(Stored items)
**********
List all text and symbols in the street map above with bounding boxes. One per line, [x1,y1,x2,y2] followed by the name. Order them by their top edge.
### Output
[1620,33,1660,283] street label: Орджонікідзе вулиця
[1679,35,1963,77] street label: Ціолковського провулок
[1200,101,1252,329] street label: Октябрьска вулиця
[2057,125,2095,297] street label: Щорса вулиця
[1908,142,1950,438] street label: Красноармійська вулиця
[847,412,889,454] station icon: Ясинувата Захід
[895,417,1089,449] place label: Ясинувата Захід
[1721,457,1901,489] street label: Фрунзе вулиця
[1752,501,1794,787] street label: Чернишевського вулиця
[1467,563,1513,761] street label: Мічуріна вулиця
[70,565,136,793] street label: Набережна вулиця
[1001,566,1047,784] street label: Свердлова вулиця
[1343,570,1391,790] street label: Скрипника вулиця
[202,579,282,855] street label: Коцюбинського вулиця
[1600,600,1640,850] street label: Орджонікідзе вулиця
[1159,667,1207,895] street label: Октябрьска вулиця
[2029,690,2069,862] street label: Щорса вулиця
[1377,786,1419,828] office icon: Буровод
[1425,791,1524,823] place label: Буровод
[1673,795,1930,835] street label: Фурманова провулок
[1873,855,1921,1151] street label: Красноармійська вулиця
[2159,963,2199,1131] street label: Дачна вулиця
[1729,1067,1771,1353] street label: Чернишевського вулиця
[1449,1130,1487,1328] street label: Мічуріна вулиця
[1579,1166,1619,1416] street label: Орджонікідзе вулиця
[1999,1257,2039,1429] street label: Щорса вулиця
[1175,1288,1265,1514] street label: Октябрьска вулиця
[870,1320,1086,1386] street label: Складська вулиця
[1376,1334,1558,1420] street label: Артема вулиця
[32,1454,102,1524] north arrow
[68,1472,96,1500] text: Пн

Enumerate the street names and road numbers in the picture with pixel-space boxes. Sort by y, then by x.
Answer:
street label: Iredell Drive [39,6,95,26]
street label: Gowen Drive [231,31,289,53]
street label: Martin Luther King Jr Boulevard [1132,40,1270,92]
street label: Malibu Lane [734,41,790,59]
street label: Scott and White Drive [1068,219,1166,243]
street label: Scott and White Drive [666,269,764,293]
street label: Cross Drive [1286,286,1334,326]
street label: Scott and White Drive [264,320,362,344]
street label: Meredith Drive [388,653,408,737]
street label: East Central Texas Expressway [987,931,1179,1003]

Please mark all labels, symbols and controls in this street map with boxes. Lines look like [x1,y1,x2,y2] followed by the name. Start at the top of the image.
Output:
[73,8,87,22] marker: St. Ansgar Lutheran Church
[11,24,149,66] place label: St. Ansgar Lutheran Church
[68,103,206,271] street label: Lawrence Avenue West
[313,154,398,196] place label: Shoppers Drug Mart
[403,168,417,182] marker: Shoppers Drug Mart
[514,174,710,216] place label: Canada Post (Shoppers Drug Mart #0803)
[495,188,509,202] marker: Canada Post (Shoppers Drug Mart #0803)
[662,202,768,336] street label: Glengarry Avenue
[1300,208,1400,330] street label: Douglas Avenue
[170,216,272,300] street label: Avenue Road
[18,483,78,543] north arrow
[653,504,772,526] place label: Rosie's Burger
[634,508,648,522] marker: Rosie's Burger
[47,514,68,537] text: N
**********
§ **WHAT IS EXPECTED**
Print exactly the stretch of lines beginning with the one that holds "Enumerate the street" and ending at the last line above.

§ **WORKED SOLUTION**
Enumerate the street names and road numbers in the picture with pixel-space boxes. Sort by y, then by x.
Answer:
street label: Iredell Drive [39,6,95,26]
street label: Gowen Drive [231,31,289,53]
street label: Martin Luther King Jr Boulevard [1132,40,1270,92]
street label: Malibu Lane [734,41,790,59]
street label: Scott and White Drive [1068,219,1166,243]
street label: Scott and White Drive [666,269,764,293]
street label: Cross Drive [1286,286,1334,326]
street label: Scott and White Drive [264,320,362,344]
street label: Meredith Drive [388,653,408,737]
street label: East Central Texas Expressway [987,931,1179,1003]

Please mark all labels, symbols and controls in this street map with boxes. Lines look like [x1,y1,x2,y2] followed by the name. Start at the top of the image.
Output:
[73,8,87,22] marker: St. Ansgar Lutheran Church
[11,24,149,66] place label: St. Ansgar Lutheran Church
[68,103,206,271] street label: Lawrence Avenue West
[313,154,398,196] place label: Shoppers Drug Mart
[403,168,417,182] marker: Shoppers Drug Mart
[514,174,710,216] place label: Canada Post (Shoppers Drug Mart #0803)
[495,188,509,202] marker: Canada Post (Shoppers Drug Mart #0803)
[662,202,768,336] street label: Glengarry Avenue
[1300,208,1400,330] street label: Douglas Avenue
[170,216,272,300] street label: Avenue Road
[18,483,78,543] north arrow
[653,504,772,526] place label: Rosie's Burger
[634,508,648,522] marker: Rosie's Burger
[47,514,68,537] text: N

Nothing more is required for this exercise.